BookmarkSubscribeRSS Feed

Making History with SAS Studio Flows: Managing Slowly Changing Dimensions in a Star Schema

Started ‎12-19-2023 by
Modified ‎12-19-2023 by
Views 304

 

SAS Studio flows are really starting to come on strong with support for a variety of Data Management operations with the recent addition of SAS Studio Engineer steps. This blog explains a design for a no-code SAS Studio flow that fully supports automation to update records in dimension tables and in related fact tables while implementing Slowly Changing Dimensions (SCD) for preservation of historical dimension records.

Background information on slowly changing dimensions and the Implement SCD step in SAS Studio

The Implement SCD allows you to save historical records for a given business entity in a dimensional table. Saving current and historical records in dimensional tables is referred to as slowly changing dimensions. As an example, in a customer dimension table you may want to update a customer's address but maintain a record for the customer's old address. This could be useful if you have a related CUSTOMERORDERS fact table and you want to relate older orders to the old customer address and new orders to the new address.

 

To store both historical and current records for a dimensional entity (such as customers) you can no longer use the unique identifier for each customer (let's call the identifier CUSTOMER_ID) as the primary key in the dimension table related to foreign keys in fact tables. The CUSTOMER_ID will remain in the table to identify unique customers but you also need to generate and store a unique surrogate key that is unique for each record in the slowly changing dimension table. You will also need to include that unique surrogate key as the foreign key in the records of related fact tables.

 

In her post earlier this year MK Queen showed how to use the Implement SCD step in a SAS Studio flow in order to create and maintain such a dimensional table structure. Please refer to her blog for background details on using the Implement SCD step. Here I will extend that discussion to present a design for a SAS Studio flow that:

  1. uses the Implement SCD step
  2. includes additional steps to maintain the primary- key/foreign-key relationship between an SCD dimensional table and a related fact table as both dimensional records and fact records are added over time.

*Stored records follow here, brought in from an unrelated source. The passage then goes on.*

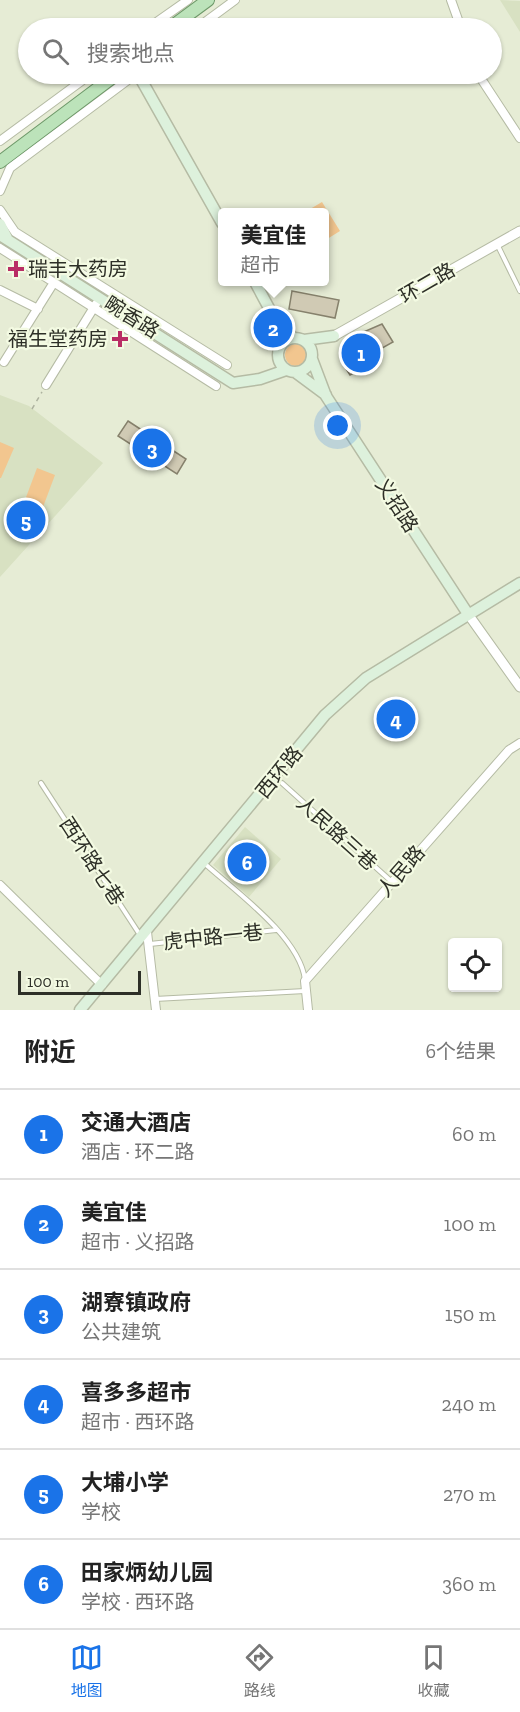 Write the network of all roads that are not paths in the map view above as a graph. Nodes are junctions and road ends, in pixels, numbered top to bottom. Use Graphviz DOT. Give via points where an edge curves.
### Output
graph roads {
  1 [pos="188,0"];
  2 [pos="208,0"];
  3 [pos="215,0"];
  4 [pos="235,0"];
  5 [pos="451,0"];
  6 [pos="162,18"];
  7 [pos="184,18"];
  8 [pos="191,18"];
  9 [pos="210,18"];
  10 [pos="457,18"];
  11 [pos="77,84"];
  12 [pos="97,84"];
  13 [pos="103,84"];
  14 [pos="123,84"];
  15 [pos="143,84"];
  16 [pos="485,84"];
  17 [pos="520,138"];
  18 [pos="0,141"];
  19 [pos="1,159"];
  20 [pos="0,191"];
  21 [pos="0,210"];
  22 [pos="218,216"];
  23 [pos="0,224"];
  24 [pos="520,231"];
  25 [pos="3,236"];
  26 [pos="496,243"];
  27 [pos="0,248"];
  28 [pos="257,286"];
  29 [pos="51,287"];
  30 [pos="0,290"];
  31 [pos="520,291"];
  32 [pos="97,302"];
  33 [pos="38,309"];
  34 [pos="278,322"];
  35 [pos="334,336"];
  36 [pos="299,339"];
  37 [pos="279,349"];
  38 [pos="313,357"];
  39 [pos="4,362"];
  40 [pos="227,365"];
  41 [pos="291,371"];
  42 [pos="260,379"];
  43 [pos="46,386"];
  44 [pos="216,386"];
  45 [pos="326,396"];
  46 [pos="520,584"];
  47 [pos="468,614"];
  48 [pos="520,687"];
  49 [pos="520,743"];
  50 [pos="41,783"];
  51 [pos="282,783"];
  52 [pos="204,863"];
  53 [pos="392,882"];
  54 [pos="0,885"];
  55 [pos="277,930"];
  56 [pos="146,938"];
  57 [pos="305,981"];
  58 [pos="102,985"];
  59 [pos="306,991"];
  60 [pos="155,999"];
  61 [pos="80,1010"];
  62 [pos="156,1010"];
  63 [pos="308,1010"];
  1 -- 6 [label="street"];
  2 -- 7 [label="main road"];
  3 -- 8 [label="main road"];
  4 -- 9 [label="street"];
  5 -- 10 [label="street"];
  11 -- 18 [label="street"];
  12 -- 19 [label="main road"];
  13 -- 19 [label="main road"];
  14 -- 20 [label="street" via="10,168"];
  15 -- 22 [label="main road"];
  16 -- 17 [label="street"];
  21 -- 40 [label="street" via="15,232"];
  23 -- 25 [label="main road"];
  24 -- 26 [label="street, 环二路"];
  25 -- 32 [label="main road, 畹香路"];
  26 -- 31 [label="lane"];
  26 -- 35 [label="street, 环二路"];
  27 -- 32 [label="street"];
  28 -- 34 [label="main road"];
  29 -- 33 [label="street"];
  30 -- 33 [label="street"];
  32 -- 42 [label="main road, 畹香路" via="233,383"];
  32 -- 43 [label="street"];
  32 -- 44 [label="street"];
  33 -- 39 [label="street"];
  34 -- 36 [label="main road"];
  34 -- 37 [label="main road"];
  35 -- 36 [label="main road"];
  35 -- 38 [label="main road"];
  36 -- 37 [label="main road" via="286,340"];
  36 -- 38 [label="main road" via="310,346"];
  37 -- 41 [label="main road" via="280,364"];
  37 -- 42 [label="main road"];
  38 -- 41 [label="main road" via="304,370"];
  38 -- 45 [label="main road"];
  41 -- 42 [label="main road, 畹香路"];
  41 -- 45 [label="main road"];
  45 -- 47 [label="main road, 义招路"];
  46 -- 47 [label="main road, 西环路"];
  47 -- 48 [label="street"];
  47 -- 52 [label="main road, 西环路" via="366,678 325,715"];
  49 -- 53 [label="street, 人民路" via="508,750"];
  50 -- 56 [label="lane, 西环路七巷"];
  51 -- 53 [label="lane, 人民路三巷"];
  52 -- 55 [label="lane"];
  52 -- 56 [label="main road, 西环路"];
  53 -- 57 [label="street, 人民路"];
  54 -- 58 [label="street"];
  55 -- 56 [label="lane, 虎中路一巷"];
  55 -- 57 [label="lane" via="295,953"];
  56 -- 58 [label="main road, 西环路"];
  56 -- 60 [label="street"];
  57 -- 59 [label="street"];
  58 -- 61 [label="main road, 西环路"];
  59 -- 60 [label="lane"];
  59 -- 63 [label="street"];
  60 -- 62 [label="street"];
}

Overview of the flow design

This is a view of the flow design with numbers superimposed to identify each item in the flow:

 

ghan_dec2023_1.png

Select any image to see a larger version.
Mobile users: To view the images, select the "Full" version at the bottom of the page.

 

Before going into the details let's briefly overview the flow design. The numbers below correspond to the numbered items in the flow diagram displayed above:

  1. CustomerchangesM1 is a comma separated text files containing either new customers for month1 or existing customers with changes effective this month. These record will be used to update a slowly changing customer dimension table called CUSTOMERDIMSCD.
  2. The Import step imports the data in CustomerchangesM1 to a target table.
  3. The target table for the import step is an Oracle table called CUSTOMERCHANGES. If the Oracle table already exists, it will be replaced with the data from the customerchange1 text file. Oracle tables are used in this flow because the Implement SCD step supports source and target tables from Oracle as well as a few other databases (and does not support SAS datasets). Using Oracle tables in each step maximizes in-database across all steps in the flow.
  4. The Implement SCD step uses the CUSTOMERCHANGES Oracle table to update an Oracle table called CUSTOMERDIMSCD – a customer dimension table that retains customer history. The target table is represented by the circular part of the Implement SCD step icon and does not show up as a separate object in the flow. The CUSTOMERDIMSCD table contains the customer_ID business key for each customer and also a generated surrogate key called CUSTOMER_HISTORYID as a unique primary key value.
  5. Orders1 is a comma separated text files containing orders received during month 1 for customers identified with the CUSTOMER_ID business key. These records need to be appended to an OrderFact table.
  6. This Import step imports the data in orders1 to a target table.
  7. The target table for this import step is an Oracle table called RECENTORDERS.
  8. A Query step uses a join to match each order record in the RECENTORDERS table with the current record for the matching CUSTOMER_ID in the CUSTOMERDIMSCD table and adds the CUSTOMER_HISTORYID key for that matching record to the RECENTORDER records.
  9. RECENTWITHHISTID is the target table produced by the join. It contains each order from RECENTORDERS plus the foreign key CUSTOMER_HISTORYID values that match the corresponding primary key in CUSTOMERDIMSCD.
  10. A Merge Table step is used to append the new recent order records from RECENTWITHHISTID to a target order fact table called CUSTORDERSCD.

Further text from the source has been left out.